*** Block opens ***

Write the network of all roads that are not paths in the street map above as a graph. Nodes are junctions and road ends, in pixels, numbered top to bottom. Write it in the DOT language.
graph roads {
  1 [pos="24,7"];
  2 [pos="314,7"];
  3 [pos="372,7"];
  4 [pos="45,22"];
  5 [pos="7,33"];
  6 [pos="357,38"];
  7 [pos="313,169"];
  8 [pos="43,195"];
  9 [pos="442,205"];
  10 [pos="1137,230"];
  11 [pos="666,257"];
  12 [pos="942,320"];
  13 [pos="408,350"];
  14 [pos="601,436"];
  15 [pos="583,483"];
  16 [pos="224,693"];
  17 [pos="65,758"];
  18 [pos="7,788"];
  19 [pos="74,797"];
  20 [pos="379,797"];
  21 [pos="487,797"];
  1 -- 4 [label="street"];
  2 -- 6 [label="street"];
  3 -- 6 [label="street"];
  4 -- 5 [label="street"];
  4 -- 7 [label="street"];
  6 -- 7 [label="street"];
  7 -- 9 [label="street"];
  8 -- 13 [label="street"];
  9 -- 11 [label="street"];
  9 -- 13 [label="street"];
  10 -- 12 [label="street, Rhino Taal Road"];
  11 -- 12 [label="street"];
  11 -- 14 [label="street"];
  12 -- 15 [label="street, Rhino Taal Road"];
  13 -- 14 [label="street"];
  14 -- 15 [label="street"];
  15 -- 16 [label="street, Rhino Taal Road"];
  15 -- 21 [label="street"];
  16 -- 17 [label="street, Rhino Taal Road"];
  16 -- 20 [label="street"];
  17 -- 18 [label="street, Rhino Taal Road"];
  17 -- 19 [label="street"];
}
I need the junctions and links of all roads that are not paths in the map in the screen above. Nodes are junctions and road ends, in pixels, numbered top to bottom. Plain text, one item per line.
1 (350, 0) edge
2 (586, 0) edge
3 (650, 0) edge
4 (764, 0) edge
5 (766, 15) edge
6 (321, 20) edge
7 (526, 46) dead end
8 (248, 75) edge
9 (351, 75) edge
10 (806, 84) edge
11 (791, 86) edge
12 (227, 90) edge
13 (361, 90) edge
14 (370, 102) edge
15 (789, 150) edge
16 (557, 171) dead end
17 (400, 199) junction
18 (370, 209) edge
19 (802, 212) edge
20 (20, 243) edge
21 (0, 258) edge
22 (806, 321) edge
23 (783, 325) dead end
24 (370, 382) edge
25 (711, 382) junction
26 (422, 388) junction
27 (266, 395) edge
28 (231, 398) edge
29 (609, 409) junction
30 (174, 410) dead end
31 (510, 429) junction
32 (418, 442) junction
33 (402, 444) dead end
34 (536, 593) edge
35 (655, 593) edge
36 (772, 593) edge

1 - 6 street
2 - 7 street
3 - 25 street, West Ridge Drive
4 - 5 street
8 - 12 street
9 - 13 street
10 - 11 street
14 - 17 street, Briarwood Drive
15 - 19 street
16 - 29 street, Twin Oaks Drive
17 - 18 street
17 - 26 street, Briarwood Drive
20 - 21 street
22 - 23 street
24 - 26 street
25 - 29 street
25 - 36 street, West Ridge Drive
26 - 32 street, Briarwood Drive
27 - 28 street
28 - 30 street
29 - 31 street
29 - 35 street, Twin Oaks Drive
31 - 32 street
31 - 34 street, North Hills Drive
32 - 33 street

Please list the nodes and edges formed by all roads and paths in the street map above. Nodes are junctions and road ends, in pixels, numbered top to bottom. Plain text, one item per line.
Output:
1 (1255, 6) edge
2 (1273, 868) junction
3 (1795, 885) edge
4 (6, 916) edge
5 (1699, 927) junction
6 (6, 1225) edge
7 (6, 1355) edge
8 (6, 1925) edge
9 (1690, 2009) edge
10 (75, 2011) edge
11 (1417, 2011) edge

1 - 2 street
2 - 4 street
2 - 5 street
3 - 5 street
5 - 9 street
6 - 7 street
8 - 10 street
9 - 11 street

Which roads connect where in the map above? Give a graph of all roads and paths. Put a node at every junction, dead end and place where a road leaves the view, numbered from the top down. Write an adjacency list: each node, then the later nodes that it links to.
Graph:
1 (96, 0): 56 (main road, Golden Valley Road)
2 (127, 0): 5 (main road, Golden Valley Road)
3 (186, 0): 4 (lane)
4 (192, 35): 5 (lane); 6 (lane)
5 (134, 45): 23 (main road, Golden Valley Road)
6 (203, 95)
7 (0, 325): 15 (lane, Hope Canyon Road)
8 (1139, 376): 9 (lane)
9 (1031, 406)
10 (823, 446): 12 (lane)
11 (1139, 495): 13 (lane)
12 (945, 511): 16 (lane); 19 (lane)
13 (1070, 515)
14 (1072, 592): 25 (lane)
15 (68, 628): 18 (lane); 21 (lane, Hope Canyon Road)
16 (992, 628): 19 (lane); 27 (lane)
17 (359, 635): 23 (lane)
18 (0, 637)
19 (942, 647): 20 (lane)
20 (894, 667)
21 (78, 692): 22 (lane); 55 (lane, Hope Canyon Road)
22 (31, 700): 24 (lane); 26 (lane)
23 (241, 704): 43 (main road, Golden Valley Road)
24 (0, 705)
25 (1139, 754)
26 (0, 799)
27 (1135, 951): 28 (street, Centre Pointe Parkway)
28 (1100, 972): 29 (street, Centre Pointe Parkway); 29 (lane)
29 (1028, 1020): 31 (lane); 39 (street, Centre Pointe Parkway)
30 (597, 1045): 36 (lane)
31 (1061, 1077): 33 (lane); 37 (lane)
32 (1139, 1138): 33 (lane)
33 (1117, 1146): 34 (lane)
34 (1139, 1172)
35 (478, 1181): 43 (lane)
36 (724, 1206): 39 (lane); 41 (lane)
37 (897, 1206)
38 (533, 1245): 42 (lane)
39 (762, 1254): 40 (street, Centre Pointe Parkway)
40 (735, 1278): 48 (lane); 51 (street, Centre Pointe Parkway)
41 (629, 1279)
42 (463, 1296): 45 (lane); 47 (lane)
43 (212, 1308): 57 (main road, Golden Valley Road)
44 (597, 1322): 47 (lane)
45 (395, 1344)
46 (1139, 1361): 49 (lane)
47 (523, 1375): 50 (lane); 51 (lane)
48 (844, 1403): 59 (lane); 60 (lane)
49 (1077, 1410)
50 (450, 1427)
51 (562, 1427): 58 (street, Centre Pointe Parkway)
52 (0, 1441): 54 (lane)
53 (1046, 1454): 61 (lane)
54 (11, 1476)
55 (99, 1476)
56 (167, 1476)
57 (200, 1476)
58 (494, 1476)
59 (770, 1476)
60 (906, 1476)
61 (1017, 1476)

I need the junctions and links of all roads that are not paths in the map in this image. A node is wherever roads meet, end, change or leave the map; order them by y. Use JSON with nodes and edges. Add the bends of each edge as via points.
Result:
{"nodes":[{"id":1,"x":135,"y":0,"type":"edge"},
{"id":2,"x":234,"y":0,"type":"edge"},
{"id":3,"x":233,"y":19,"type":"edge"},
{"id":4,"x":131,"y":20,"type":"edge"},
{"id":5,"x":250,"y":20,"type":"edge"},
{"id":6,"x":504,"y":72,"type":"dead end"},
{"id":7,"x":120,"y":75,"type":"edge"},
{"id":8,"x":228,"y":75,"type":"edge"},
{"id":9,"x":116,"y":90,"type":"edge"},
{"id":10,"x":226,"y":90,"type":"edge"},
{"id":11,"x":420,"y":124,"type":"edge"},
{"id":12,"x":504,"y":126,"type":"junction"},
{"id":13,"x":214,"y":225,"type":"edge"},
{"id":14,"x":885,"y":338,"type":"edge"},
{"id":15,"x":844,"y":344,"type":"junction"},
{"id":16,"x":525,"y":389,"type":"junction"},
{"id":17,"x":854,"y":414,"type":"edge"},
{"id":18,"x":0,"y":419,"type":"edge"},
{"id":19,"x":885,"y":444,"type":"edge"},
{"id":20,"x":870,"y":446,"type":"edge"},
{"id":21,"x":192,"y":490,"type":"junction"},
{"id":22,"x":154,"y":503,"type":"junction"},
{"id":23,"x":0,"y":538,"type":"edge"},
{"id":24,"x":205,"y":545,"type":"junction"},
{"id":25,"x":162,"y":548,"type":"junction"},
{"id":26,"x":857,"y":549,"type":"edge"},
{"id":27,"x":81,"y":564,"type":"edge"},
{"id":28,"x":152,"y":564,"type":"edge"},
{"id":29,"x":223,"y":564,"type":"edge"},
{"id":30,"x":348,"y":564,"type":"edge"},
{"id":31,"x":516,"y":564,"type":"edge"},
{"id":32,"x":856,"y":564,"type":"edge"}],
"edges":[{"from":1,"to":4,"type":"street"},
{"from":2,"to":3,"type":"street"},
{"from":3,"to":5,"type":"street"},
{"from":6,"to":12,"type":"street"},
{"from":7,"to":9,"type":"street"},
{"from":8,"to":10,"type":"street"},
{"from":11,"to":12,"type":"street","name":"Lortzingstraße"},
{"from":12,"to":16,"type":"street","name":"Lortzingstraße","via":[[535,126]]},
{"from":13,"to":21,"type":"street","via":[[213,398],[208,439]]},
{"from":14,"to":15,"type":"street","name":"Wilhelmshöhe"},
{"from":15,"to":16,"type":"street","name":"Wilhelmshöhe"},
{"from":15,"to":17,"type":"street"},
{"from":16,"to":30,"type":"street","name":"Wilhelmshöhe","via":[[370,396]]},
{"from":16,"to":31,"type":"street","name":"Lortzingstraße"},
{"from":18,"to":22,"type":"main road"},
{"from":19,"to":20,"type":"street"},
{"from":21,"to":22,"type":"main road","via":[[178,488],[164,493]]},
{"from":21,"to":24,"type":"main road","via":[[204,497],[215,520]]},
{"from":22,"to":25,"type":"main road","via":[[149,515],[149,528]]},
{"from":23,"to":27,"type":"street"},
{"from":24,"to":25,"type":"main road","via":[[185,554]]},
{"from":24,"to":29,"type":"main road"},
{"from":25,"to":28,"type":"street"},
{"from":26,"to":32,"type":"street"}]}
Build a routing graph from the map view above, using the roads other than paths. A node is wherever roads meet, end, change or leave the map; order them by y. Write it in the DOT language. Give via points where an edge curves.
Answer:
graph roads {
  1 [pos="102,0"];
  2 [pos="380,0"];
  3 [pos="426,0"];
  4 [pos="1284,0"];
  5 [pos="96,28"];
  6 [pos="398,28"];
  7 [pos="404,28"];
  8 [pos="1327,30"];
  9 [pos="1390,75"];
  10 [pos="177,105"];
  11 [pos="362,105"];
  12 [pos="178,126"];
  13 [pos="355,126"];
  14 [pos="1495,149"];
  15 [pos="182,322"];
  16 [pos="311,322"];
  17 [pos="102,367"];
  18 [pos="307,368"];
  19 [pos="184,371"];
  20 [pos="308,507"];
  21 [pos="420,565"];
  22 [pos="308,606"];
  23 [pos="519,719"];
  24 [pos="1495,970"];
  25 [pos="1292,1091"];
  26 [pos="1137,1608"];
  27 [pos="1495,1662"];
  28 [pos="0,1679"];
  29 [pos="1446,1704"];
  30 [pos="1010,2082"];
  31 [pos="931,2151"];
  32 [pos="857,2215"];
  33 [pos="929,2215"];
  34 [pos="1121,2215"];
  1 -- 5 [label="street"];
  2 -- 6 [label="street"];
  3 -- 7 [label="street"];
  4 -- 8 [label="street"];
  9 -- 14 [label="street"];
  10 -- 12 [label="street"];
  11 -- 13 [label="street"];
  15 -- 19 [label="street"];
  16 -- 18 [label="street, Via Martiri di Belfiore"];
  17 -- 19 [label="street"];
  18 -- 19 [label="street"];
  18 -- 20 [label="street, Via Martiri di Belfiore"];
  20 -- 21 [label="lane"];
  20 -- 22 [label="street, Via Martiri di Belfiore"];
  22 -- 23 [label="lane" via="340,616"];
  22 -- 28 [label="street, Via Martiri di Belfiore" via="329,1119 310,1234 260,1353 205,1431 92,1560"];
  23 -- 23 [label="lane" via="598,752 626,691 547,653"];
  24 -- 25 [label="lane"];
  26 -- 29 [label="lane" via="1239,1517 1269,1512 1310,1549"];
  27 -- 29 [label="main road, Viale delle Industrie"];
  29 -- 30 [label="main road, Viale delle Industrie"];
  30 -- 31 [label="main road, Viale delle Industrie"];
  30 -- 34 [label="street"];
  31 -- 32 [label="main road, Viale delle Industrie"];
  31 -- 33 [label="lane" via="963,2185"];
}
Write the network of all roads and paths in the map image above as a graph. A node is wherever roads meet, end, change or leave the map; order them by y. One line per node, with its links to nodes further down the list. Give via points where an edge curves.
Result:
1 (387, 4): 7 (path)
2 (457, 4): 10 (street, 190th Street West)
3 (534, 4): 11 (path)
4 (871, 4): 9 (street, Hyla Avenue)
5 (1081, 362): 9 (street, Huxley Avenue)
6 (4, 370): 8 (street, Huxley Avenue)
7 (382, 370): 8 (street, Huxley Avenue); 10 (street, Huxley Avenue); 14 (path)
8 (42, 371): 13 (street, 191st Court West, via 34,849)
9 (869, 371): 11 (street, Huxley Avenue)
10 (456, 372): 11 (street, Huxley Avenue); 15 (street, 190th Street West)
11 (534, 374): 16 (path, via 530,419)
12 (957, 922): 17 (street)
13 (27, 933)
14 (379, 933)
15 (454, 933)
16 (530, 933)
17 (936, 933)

*** Block closes ***

## EXERCISE DETAILS
The lines sought are those in the data above that include the string "numbered"; copy each one.

## PROBLEM SOLUTION
Write the network of all roads that are not paths in the street map above as a graph. Nodes are junctions and road ends, in pixels, numbered top to bottom. Write it in the DOT language.
I need the junctions and links of all roads that are not paths in the map in the screen above. Nodes are junctions and road ends, in pixels, numbered top to bottom. Plain text, one item per line.
Please list the nodes and edges formed by all roads and paths in the street map above. Nodes are junctions and road ends, in pixels, numbered top to bottom. Plain text, one item per line.
Which roads connect where in the map above? Give a graph of all roads and paths. Put a node at every junction, dead end and place where a road leaves the view, numbered from the top down. Write an adjacency list: each node, then the later nodes that it links to.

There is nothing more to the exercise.